Idvynso Approved for HIV Infection

On April 20, 2026, the US Food and Drug Administration (FDA) approved Merck’s Idvynso^™ (doravirine/islatravir – Merck) for the treatment of Human Immunodeficiency Virus-1 (HIV) infection in adults who are virologically suppressed. Idvynso is a once‑daily, oral, two‑drug single‑tablet regimen combining doravirine, a non‑nucleoside reverse transcriptase inhibitor (NNRTI), and islatravir, a first-in-class nucleoside analog reverse transcriptase inhibitor (NRTI) with translocation inhibition activity that acts through multiple mechanisms to disrupt HIV replication. It is approved as a complete regimen to replace the current antiretroviral regimen in adults with HIV RNA below 50 copies/mL on a stable regimen, with no history of virologic treatment failure and no known substitutions associated with resistance to doravirine. The recommended dose is one tablet taken orally once daily, with or without food. Idvynso is contraindicated with strong cytochrome P450 (CYP)3A inducers and with lamivudine or emtricitabine, as co‑administration may reduce drug exposure and decrease treatment effectiveness. It is expected to be available in pharmacies after May 11, 2026. Pricing has not yet been announced. Full prescribing information can be found here.

At a Glance

• Brand Drug: Idvynso^™ (doravirine/islatravir)
• Manufacturer: Merck
• Date Approved: April 20, 2026
• Indication: For adults with virologically suppressed HIV-1, HIV-1 RNA less than 50 copies per mL, with no history of virologic treatment failure and no known substitutions associated with resistance to doravirine
• Dosage Forms Available: Oral tablet containing 100mg doravirine and 0.25mg islatravir
• Launch Date: Will be available in pharmacies after May 11
• Estimated Annual Cost: Not yet known.
• FDA Designation: N/A
• HIV is a chronic viral infection that attacks the immune system but, with effective treatment, can be managed as a lifelong condition with the goal of durable virologic suppression and reduced transmission risk.
• About 1.3 million Americans are living with HIV, with roughly 39,000 new diagnoses each year.

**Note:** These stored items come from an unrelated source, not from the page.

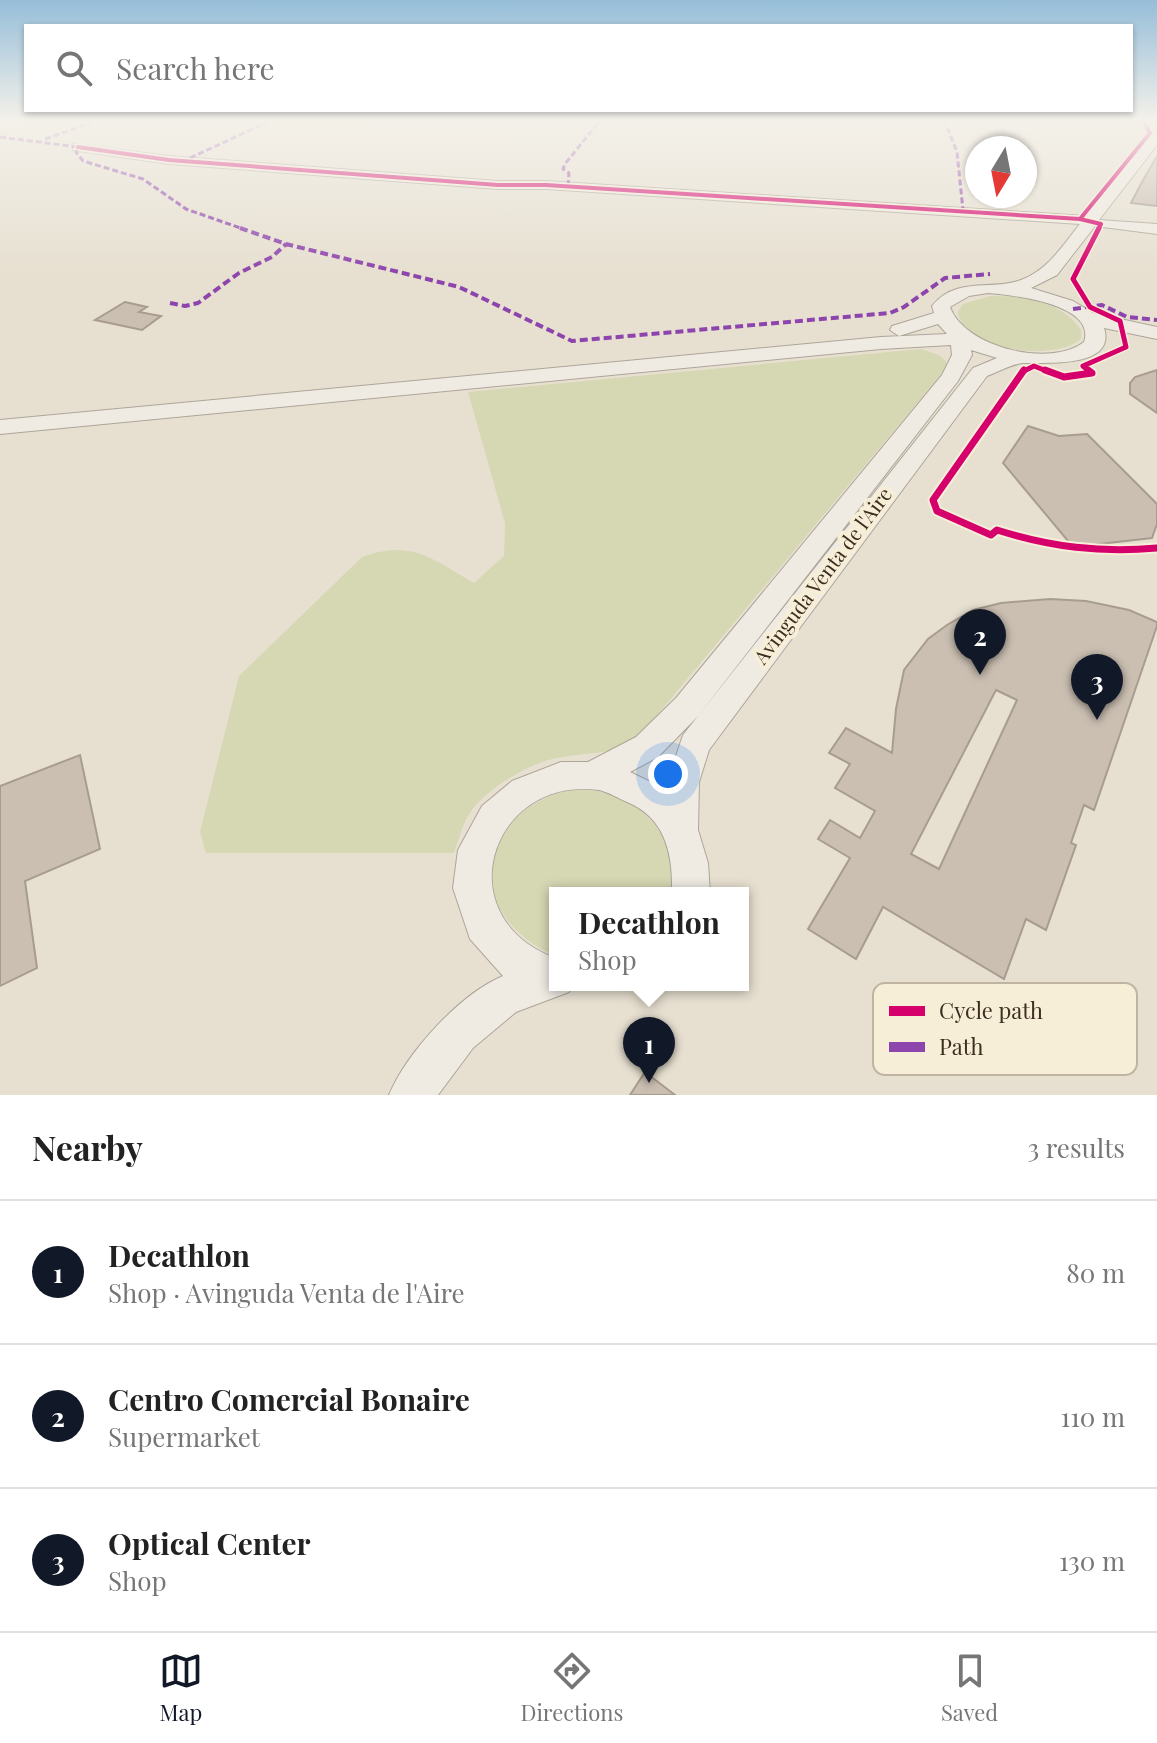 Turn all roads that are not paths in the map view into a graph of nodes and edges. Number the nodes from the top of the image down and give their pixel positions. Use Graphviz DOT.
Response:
graph roads {
  1 [pos="302,170"];
  2 [pos="1130,170"];
  3 [pos="1080,219"];
  4 [pos="1101,224"];
  5 [pos="1157,229"];
  6 [pos="1051,271"];
  7 [pos="1006,289"];
  8 [pos="1068,306"];
  9 [pos="941,317"];
  10 [pos="1086,317"];
  11 [pos="1157,333"];
  12 [pos="961,344"];
  13 [pos="1157,344"];
  14 [pos="1088,349"];
  15 [pos="1019,357"];
  16 [pos="0,413"];
  17 [pos="0,427"];
  18 [pos="596,774"];
  19 [pos="681,829"];
  20 [pos="691,887"];
  21 [pos="549,975"];
  22 [pos="549,980"];
  23 [pos="411,1095"];
  1 -- 3 [label="street"];
  2 -- 6 [label="street"];
  4 -- 5 [label="street"];
  6 -- 7 [label="street"];
  6 -- 8 [label="street"];
  7 -- 8 [label="street"];
  7 -- 9 [label="street"];
  8 -- 10 [label="street"];
  9 -- 12 [label="street"];
  9 -- 16 [label="street"];
  10 -- 11 [label="street"];
  10 -- 14 [label="street"];
  12 -- 15 [label="street"];
  12 -- 17 [label="street"];
  12 -- 18 [label="street, Avinguda Venta de l'Aire"];
  13 -- 14 [label="street"];
  14 -- 15 [label="street"];
  15 -- 19 [label="street, Avinguda Venta de l'Aire"];
  18 -- 19 [label="street"];
  18 -- 21 [label="street"];
  19 -- 20 [label="street"];
  22 -- 23 [label="street"];
}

Of individuals that have been diagnosed (87%), 67% have achieved virologic suppression.
• Numerous effective drugs from several drug classes are available to treat HIV. To reduce the risk of viral resistance, drugs from more than one class are used together.
• In phase III trials, Idvynso was as effective as a three‑drug integrase strand transfer inhibitor (INSTI)-based regimen in maintaining virologic suppression in adults with HIV who switched therapy, with a comparable safety profile.
• Current oral maintenance regimens for virologically suppressed HIV include INSTIs, such as bictegravir‑ or dolutegravir‑based combinations.  Idvynso is the first two‑drug regimen that does not include an INSTI.
• Two other single tablet regimens are in the pipeline. Gilead’s bictegravir/lenacapavir combines an integrase inhibitor (bictegravir) and HIV capsid inhibitor (lenacapavir) for a unique combination with approval expected by the end of 2026. Merck and Gilead’s islatravir/lenacapavir is in development as an oral once-weekly treatment and may be approved in 2027.
• In an ongoing phase III trial, Idvynso demonstrated noninferiority to a three‑drug INSTI-based regimen in treatment‑naïve adults with HIV. The regimen is not currently approved for this population.